Synchronicities — Sensory Underload

Estensione del progetto editoriale Synchronicities. Esplora l’interazione tra arti visive e suono attraverso la sottrazione sensoriale piuttosto che l’accumulo.
Extended archive content is available for this project.
Il progetto Synchronicities
Synchronicities è il progetto editoriale di artQ13, nato da un’idea di Carlo Caloro e a cura di Virginia Guidi, performer, scrittrice e cantante. È un catalogo che raccoglie le testimonianze dirette di alcuni compositori invitandoli a riflettere sulle profonde interazioni tra tecnologia, produzione tecnologica e artistica, sull’incontro con le altre discipline e sul ruolo rivestito dall’ascoltatore.

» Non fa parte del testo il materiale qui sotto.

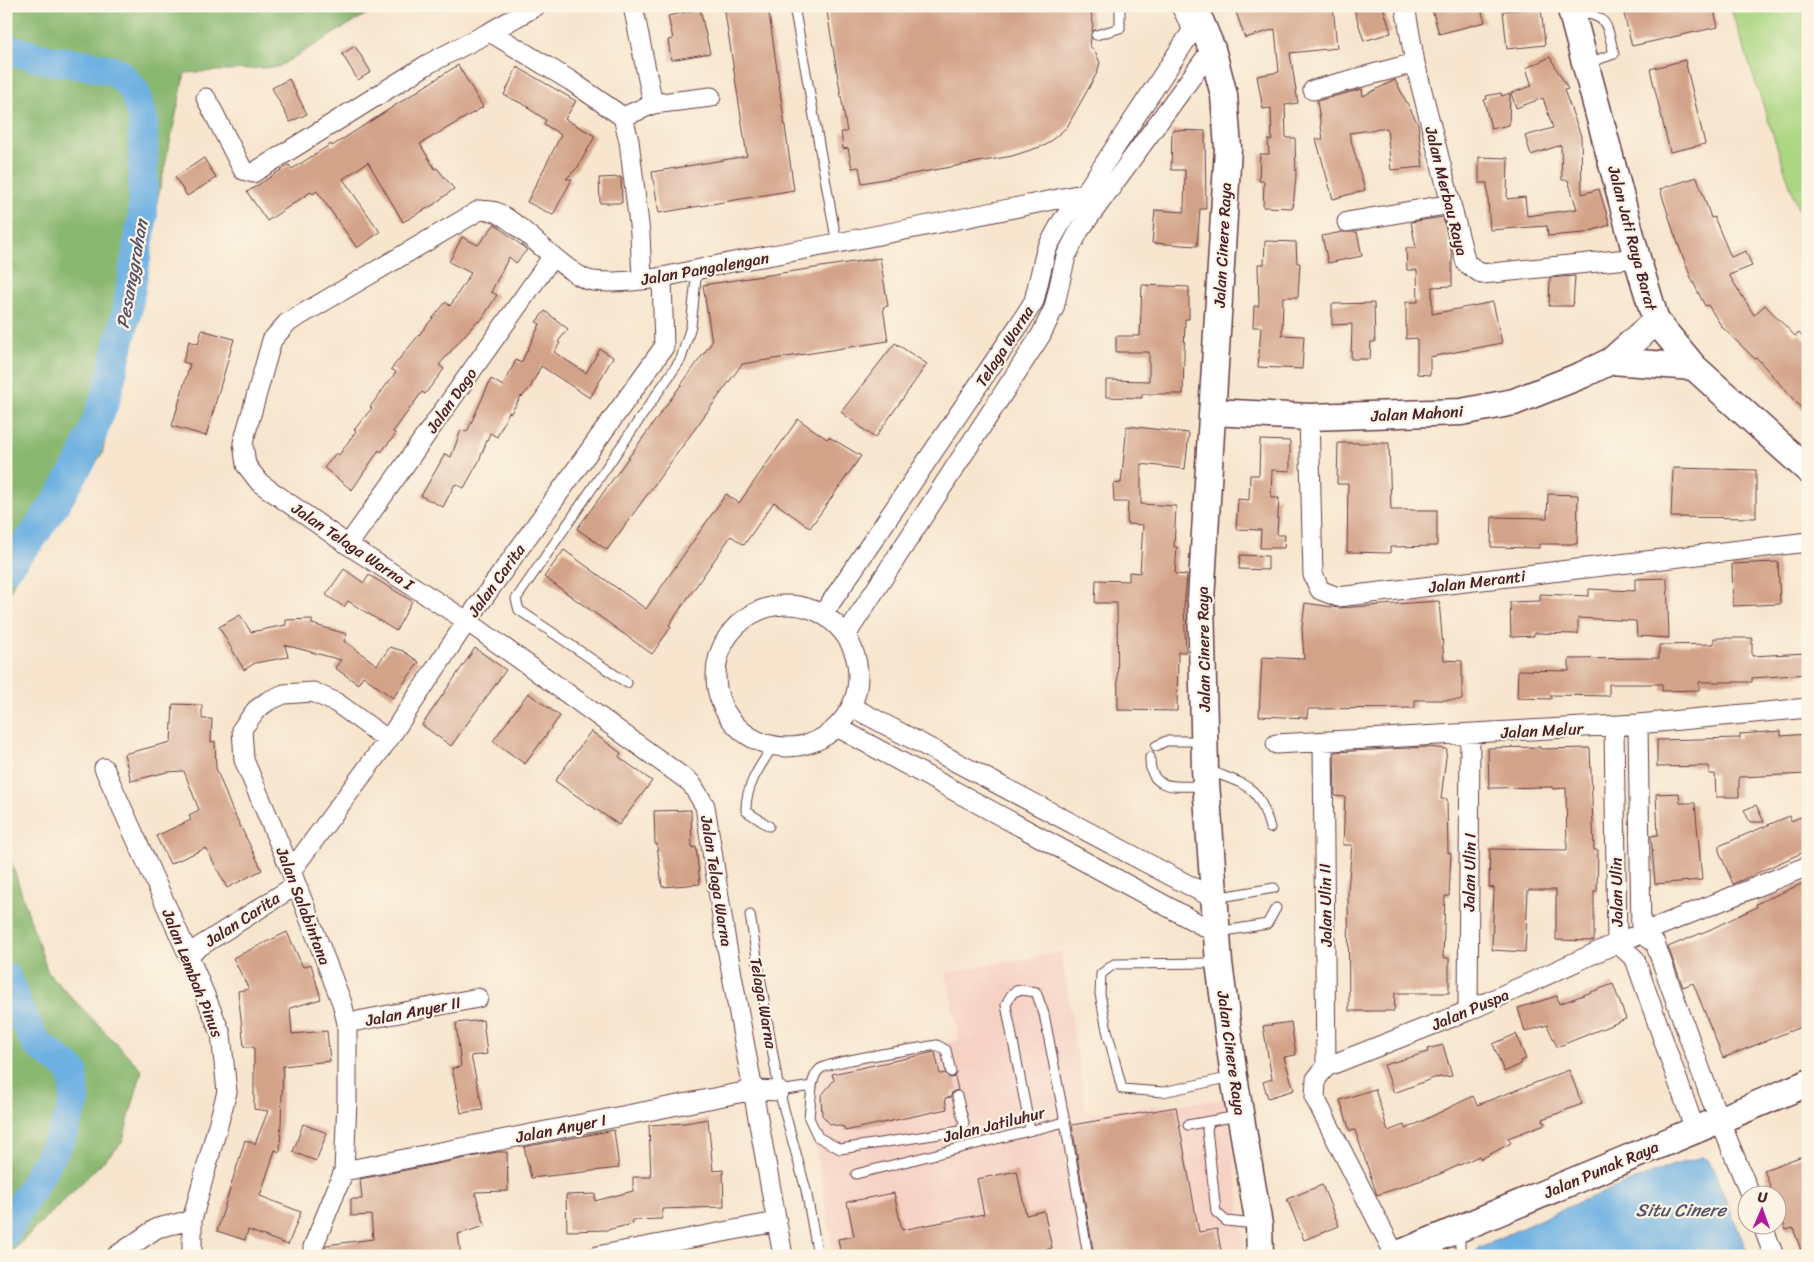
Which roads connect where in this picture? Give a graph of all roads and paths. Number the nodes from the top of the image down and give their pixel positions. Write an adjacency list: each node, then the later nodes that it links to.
1 (536, 6): 9 (street)
2 (633, 6): 15 (street)
3 (794, 6): 21 (lane)
4 (1120, 6): 10 (lane)
5 (1175, 6): 8 (lane)
6 (1405, 6): 11 (street, Jalan Merbau Raya)
7 (1571, 9): 23 (main road, Jalan Jati Raya Barat)
8 (1199, 28): 17 (street, Telaga Warna); 18 (street, Telaga Warna); 32 (main road, Jalan Cinere Raya)
9 (490, 32): 14 (street); 16 (street)
10 (1096, 35)
11 (1415, 63): 12 (street); 19 (street, Jalan Merbau Raya)
12 (1313, 90)
13 (711, 97): 15 (street)
14 (206, 98)
15 (654, 104): 16 (street)
16 (622, 117): 26 (street)
17 (1112, 188): 18 (street, Jalan Pangalengan); 40 (street, Telaga Warna)
18 (1085, 193): 21 (street, Jalan Pangalengan); 38 (street, Telaga Warna)
19 (1450, 204): 20 (street); 23 (street, Jalan Merbau Raya)
20 (1347, 222)
21 (837, 244): 24 (street, Jalan Pangalengan)
22 (553, 256): 26 (street, Jalan Pangalengan); 34 (street, Jalan Pangalengan); 37 (street, Jalan Dago)
23 (1637, 258): 27 (main road, Jalan Jati Raya Barat)
24 (697, 268): 25 (street, Jalan Pangalengan); 29 (lane)
25 (662, 279): 26 (street, Jalan Pangalengan); 28 (street)
26 (642, 280)
27 (1656, 321): 30 (main road, Jalan Mahoni); 31 (main road, Jalan Jati Raya Barat)
28 (664, 347): 29 (lane); 39 (street, Jalan Carita)
29 (681, 359): 41 (lane)
30 (1611, 360): 31 (main road); 33 (main road, Jalan Mahoni)
31 (1694, 367): 35 (main road, Jalan Jati Raya Barat)
32 (1212, 412): 33 (main road, Jalan Mahoni); 49 (main road, Jalan Cinere Raya)
33 (1310, 418): 36 (street, Jalan Meranti)
34 (246, 465): 37 (street, Jalan Telaga Warna I)
35 (1808, 470)
36 (1808, 542)
37 (348, 545): 39 (street, Jalan Telaga Warna I)
38 (823, 614): 40 (street); 52 (street)
39 (467, 620): 48 (street, Jalan Carita); 78 (street, Jalan Telaga Warna)
40 (846, 635): 42 (street)
41 (627, 683)
42 (852, 707): 46 (street); 62 (street)
43 (1808, 708): 44 (street, Jalan Melur)
44 (1638, 724): 45 (street, Jalan Melur); 66 (street, Jalan Ulin)
45 (1614, 726): 47 (street, Jalan Melur); 67 (street, Jalan Ulin)
46 (837, 727): 52 (street); 65 (street)
47 (1470, 734): 50 (street, Jalan Melur); 71 (street, Jalan Ulin I)
48 (388, 740): 60 (street, Jalan Carita); 60 (street, Jalan Salabintana)
49 (1204, 741): 53 (lane); 56 (main road, Jalan Cinere Raya)
50 (1323, 742): 51 (street, Jalan Melur); 73 (street, Jalan Ulin II)
51 (1276, 744)
52 (773, 746): 57 (lane)
53 (1156, 746)
54 (1150, 757): 56 (lane)
55 (104, 768): 68 (street, Jalan Lembah Pinus)
56 (1206, 777): 58 (lane); 62 (main road, Jalan Cinere Raya)
57 (769, 826)
58 (1270, 828)
59 (1808, 866): 66 (street, Jalan Puspa)
60 (293, 878): 68 (street, Jalan Carita); 72 (street, Jalan Salabintana)
61 (1274, 888): 62 (lane)
62 (1213, 898): 65 (main road, Jalan Cinere Raya)
63 (1276, 908): 65 (lane)
64 (750, 916): 79 (lane, Telaga Warna)
65 (1216, 933): 69 (main road, Jalan Cinere Raya)
66 (1641, 933): 67 (street, Jalan Puspa); 82 (street, Jalan Ulin)
67 (1617, 943): 71 (street, Jalan Puspa); 87 (street, Jalan Ulin)
68 (188, 954): 91 (street, Jalan Lembah Pinus)
69 (1219, 963): 75 (main road, Jalan Cinere Raya); 75 (lane)
70 (478, 998): 72 (street, Jalan Anyer II)
71 (1468, 1011): 73 (street, Jalan Puspa)
72 (347, 1023): 88 (street, Jalan Salabintana)
73 (1326, 1068): 104 (street)
74 (951, 1072): 77 (lane)
75 (1234, 1077): 81 (main road, Jalan Cinere Raya)
76 (1808, 1083): 82 (main road, Jalan Punak Raya)
77 (812, 1086): 79 (lane); 80 (lane)
78 (754, 1090): 79 (street, Jalan Anyer I); 88 (street, Jalan Anyer I); 92 (street, Jalan Telaga Warna)
79 (779, 1091): 102 (lane)
80 (957, 1096)
81 (1241, 1115): 83 (lane); 95 (main road, Jalan Cinere Raya)
82 (1721, 1120): 87 (main road, Jalan Punak Raya); 90 (street, Jalan Ulin)
83 (1210, 1121): 85 (lane); 95 (lane)
84 (1065, 1122): 86 (lane, Jalan Jatiluhur); 86 (lane); 103 (lane, Jalan Jatiluhur)
85 (1188, 1125)
86 (1030, 1129): 89 (lane, Jalan Jatiluhur)
87 (1695, 1130): 93 (main road, Jalan Punak Raya)
88 (344, 1171): 99 (street, Jalan Salabintana)
89 (856, 1174)
90 (1746, 1184)
91 (192, 1220): 97 (street); 98 (street, Jalan Lembah Pinus)
92 (776, 1222): 100 (street); 101 (street, Jalan Telaga Warna)
93 (1460, 1228): 96 (main road, Jalan Punak Raya); 105 (lane)
94 (1766, 1234): 106 (street)
95 (1261, 1246)
96 (1438, 1247): 104 (main road, Jalan Punak Raya)
97 (116, 1256)
98 (192, 1256)
99 (314, 1256)
100 (597, 1256)
101 (782, 1256)
102 (818, 1256)
103 (1088, 1256)
104 (1395, 1256)
105 (1460, 1256)
106 (1774, 1256)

Volume di 181 pagine edito da Maretti Editore nell’autunno del 2022, finito di stampare a gennaio 2023.
I temi citati possono incontrarsi con altri, superando quelle barriere che distinguono in maniera labile le discipline, interrogandosi perciò anche sul ruolo del fruitore, che si manifesta subito con la possibilità per il lettore di fruire delle opere realizzate, attraverso l’uso di QR code.
Nel catalogo è Carlo Caloro insieme a Virginia Guidi a raccontare il progetto, evidenziando tutte le riflessioni che nascono dagli stessi artisti che “sono stati invitati a riflettere su alcuni punti chiave della creazione artistica: il rapporto con la tecnologia e la relazione con le altre discipline.”

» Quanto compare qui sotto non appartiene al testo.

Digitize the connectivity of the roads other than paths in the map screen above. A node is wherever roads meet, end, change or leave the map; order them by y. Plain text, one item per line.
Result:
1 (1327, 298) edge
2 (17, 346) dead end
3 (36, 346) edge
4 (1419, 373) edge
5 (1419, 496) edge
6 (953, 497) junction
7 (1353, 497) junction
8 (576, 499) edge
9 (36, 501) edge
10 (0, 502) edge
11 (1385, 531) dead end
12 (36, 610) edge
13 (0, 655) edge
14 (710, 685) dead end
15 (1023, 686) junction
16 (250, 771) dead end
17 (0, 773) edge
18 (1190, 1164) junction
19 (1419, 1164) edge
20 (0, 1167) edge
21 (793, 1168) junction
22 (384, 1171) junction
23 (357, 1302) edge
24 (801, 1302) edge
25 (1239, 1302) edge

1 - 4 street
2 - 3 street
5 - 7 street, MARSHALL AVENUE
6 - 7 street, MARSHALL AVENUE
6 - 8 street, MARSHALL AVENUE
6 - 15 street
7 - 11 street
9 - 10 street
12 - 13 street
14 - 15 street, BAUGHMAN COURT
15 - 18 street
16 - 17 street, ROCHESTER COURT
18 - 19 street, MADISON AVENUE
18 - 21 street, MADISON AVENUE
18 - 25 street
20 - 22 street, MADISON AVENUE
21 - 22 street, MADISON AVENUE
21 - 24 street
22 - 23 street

Carlo Caloro — “The grand return of the breachers of the peace”
Nel suo testo introduttivo al catalogo, Carlo Caloro inizia a raccontare i temi portati dagli artisti e compositori nel volume partendo dal termine sincronicità. Un termine dal quale scaturisce poi la definizione più precisa di aree simpatriche.
L’accelerazione del tempo creata dalla società in continua evoluzione è un tema molto caro agli artisti, che influenza i loro lavori. Come afferma Caloro: “non abbiamo tempo per imparare a suonare un pianoforte, ma compriamo un videocorso di lezioni per farlo.”

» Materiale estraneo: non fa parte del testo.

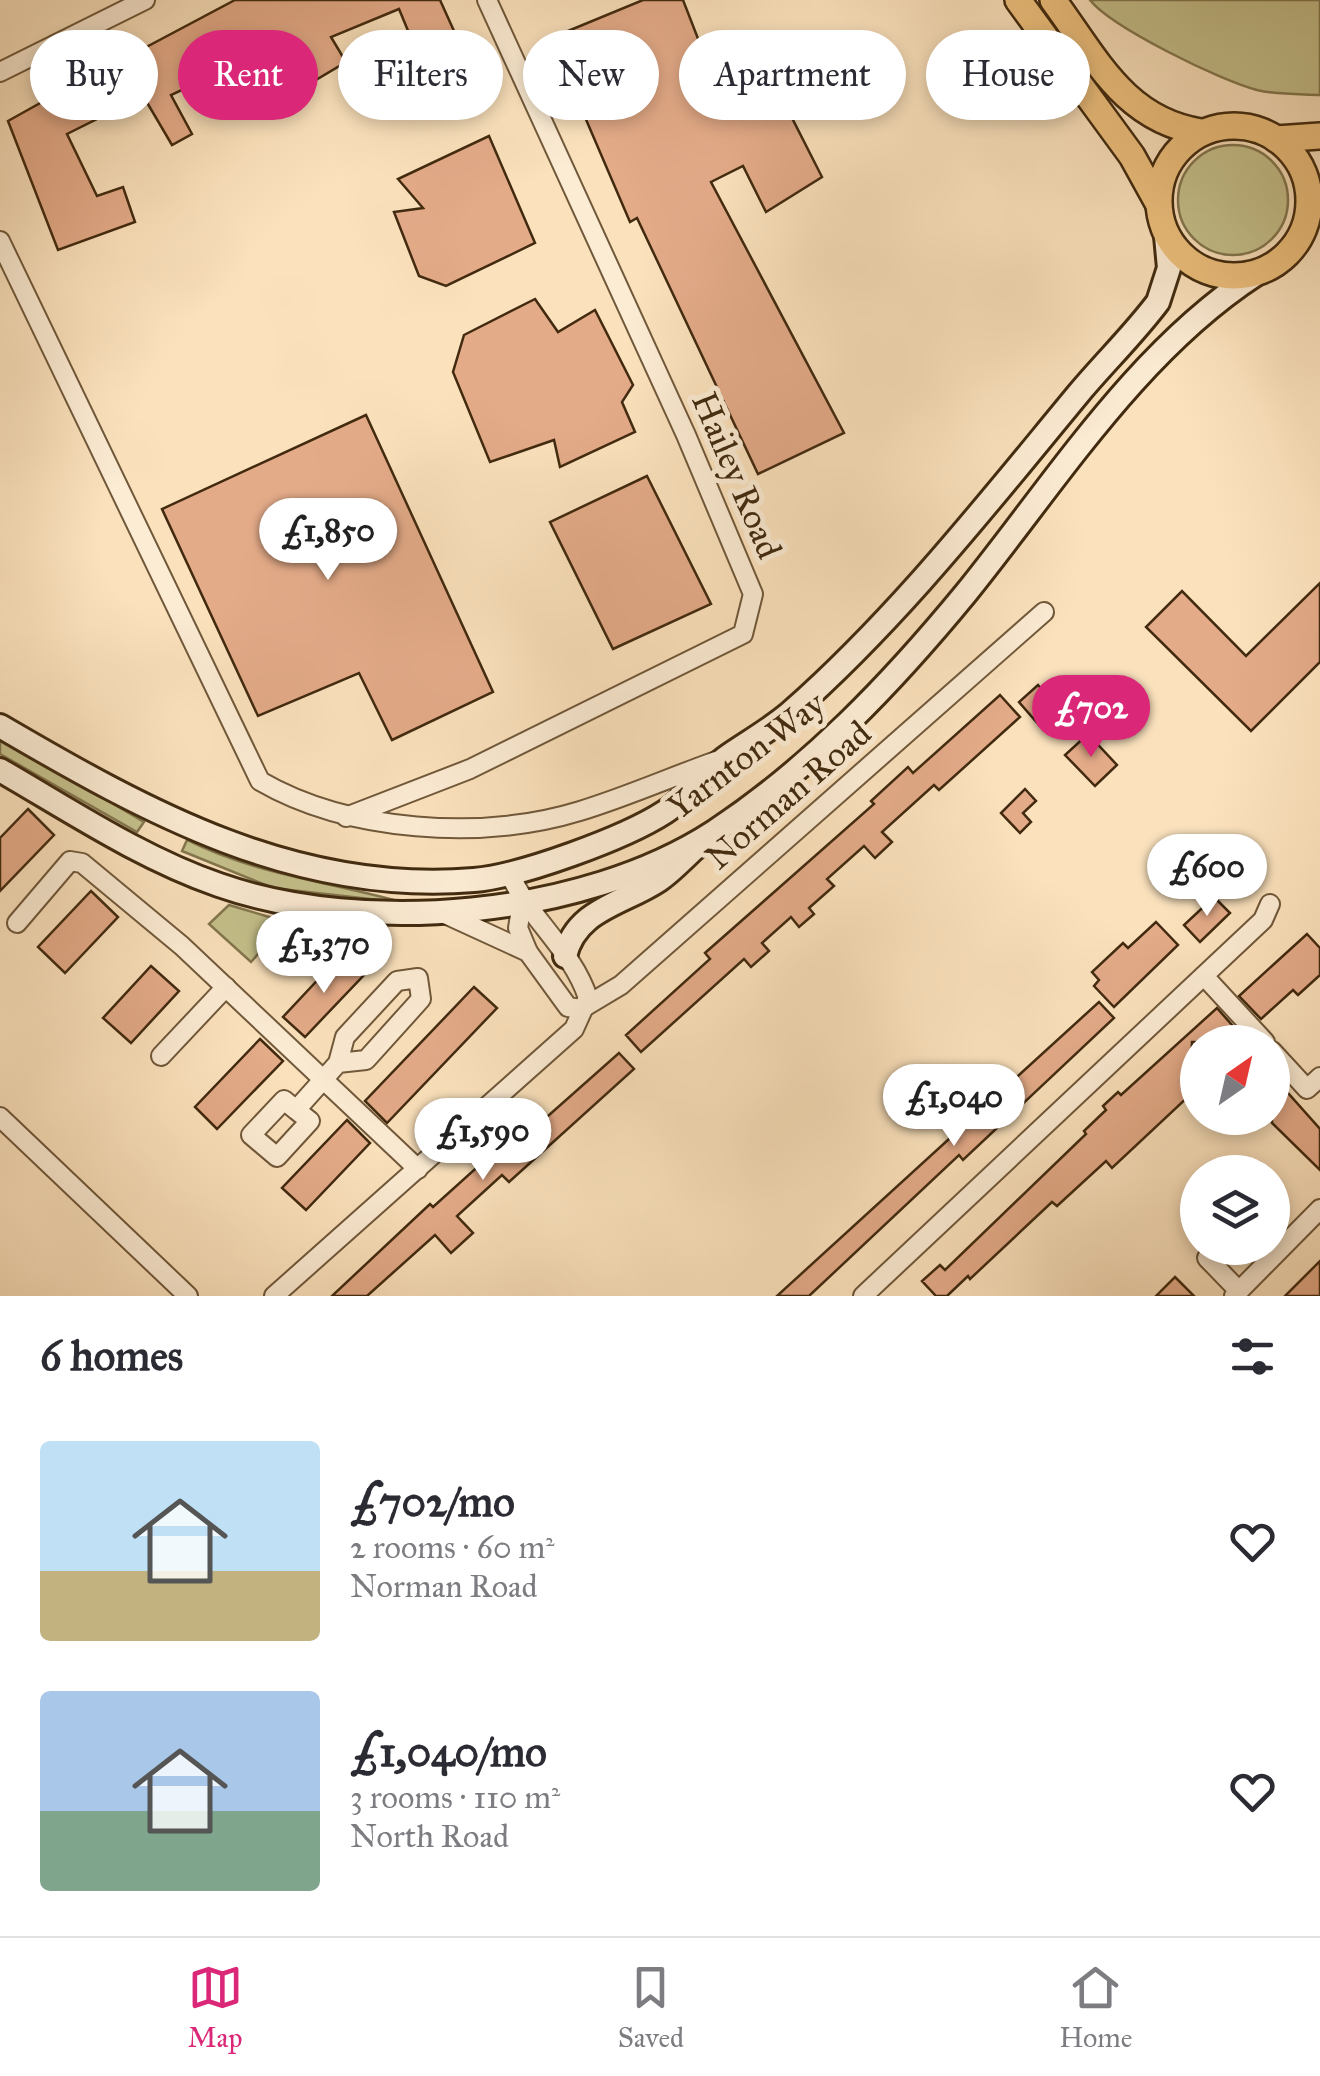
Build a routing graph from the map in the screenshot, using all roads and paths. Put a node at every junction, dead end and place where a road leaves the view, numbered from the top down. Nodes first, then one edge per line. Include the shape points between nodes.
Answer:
1 (145, 0) edge
2 (487, 0) edge
3 (1018, 0) edge
4 (1053, 0) edge
5 (0, 72) edge
6 (1200, 132) junction
7 (1320, 136) edge
8 (1276, 139) junction
9 (1158, 203) junction
10 (1315, 209) edge
11 (1166, 236) junction
12 (0, 241) edge
13 (1256, 274) junction
14 (1038, 617) dead end
15 (0, 726) edge
16 (728, 757) junction
17 (0, 770) edge
18 (346, 817) junction
19 (712, 834) junction
20 (510, 874) junction
21 (522, 903) junction
22 (1270, 904) dead end
23 (444, 914) junction
24 (17, 923) dead end
25 (528, 952) junction
26 (565, 956) junction
27 (1204, 976) junction
28 (226, 987) junction
29 (581, 1009) junction
30 (1249, 1025) edge
31 (160, 1056) dead end
32 (338, 1063) junction
33 (1290, 1070) edge
34 (1320, 1077) edge
35 (324, 1081) junction
36 (296, 1110) dead end
37 (0, 1117) edge
38 (418, 1169) junction
39 (1320, 1209) edge
40 (1213, 1265) edge
41 (1237, 1293) edge
42 (188, 1296) edge
43 (274, 1296) edge
44 (862, 1296) edge

1 - 5 street
2 - 18 street, Hailey Road via 752,594 743,634 470,769
3 - 9 main road via 1132,156
4 - 6 main road via 1133,103 1169,127
6 - 8 main road via 1241,126
6 - 9 main road via 1167,166
7 - 8 main road
8 - 10 main road via 1304,172
9 - 11 main road
10 - 13 main road via 1293,248
11 - 13 main road via 1204,271
11 - 16 street, Yarnton Way via 1166,285 1146,319 924,577 791,712
12 - 18 street via 260,781 297,802
13 - 19 street, Yarnton Way via 1206,308 1165,348 951,611 841,731
14 - 29 street, Norman Road via 621,985
15 - 20 street, Yarnton Way via 155,814 270,857 378,879
16 - 18 street via 576,812 457,830
16 - 20 street, Yarnton Way via 666,812
17 - 23 street, Yarnton Way via 152,857 223,886 336,910
19 - 21 street, Yarnton Way via 624,874
19 - 26 street via 660,880 592,914 569,939
20 - 21 street
21 - 23 street, Yarnton Way
21 - 25 street via 518,928
21 - 26 street via 542,919
22 - 27 street via 1264,920
23 - 25 street
24 - 28 street via 70,862 82,863
25 - 29 street via 568,1006
26 - 29 street via 588,998
27 - 30 street
27 - 44 street
28 - 31 street
28 - 35 street
29 - 38 street, Norman Road via 564,1042
32 - 32 street via 366,1060 421,999 418,978 397,980 345,1037
32 - 35 street
33 - 34 street via 1308,1089
35 - 36 street
35 - 38 street
37 - 42 street
38 - 43 street, Norman Road
39 - 41 street
40 - 41 street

E ancora: “il pubblico del mondo dell’arte si sente sopraffatto dalla complessità dei concetti che sono alla base della produzione artistica. Anche in questo ambito le tecniche e la complessità finiscono per risultare incomprensibili da una vita che non lascia spazio al tempo necessario per acquisire un senso critico da parte del fruitore d’arte.”
Synchronicities analizza come il cambiamento della percezione temporale da parte dell’utente possa portarlo a non approfondire più alcun tipo di tecnologia, alcun tipo di funzionamento di qualsiasi strumento. È proprio l’irrazionale a dare vita alla massima espressione culturale, laddove l’artista e il fruitore dell’opera riescono a spogliarsi dei precetti culturali di cui l’Occidente è intriso.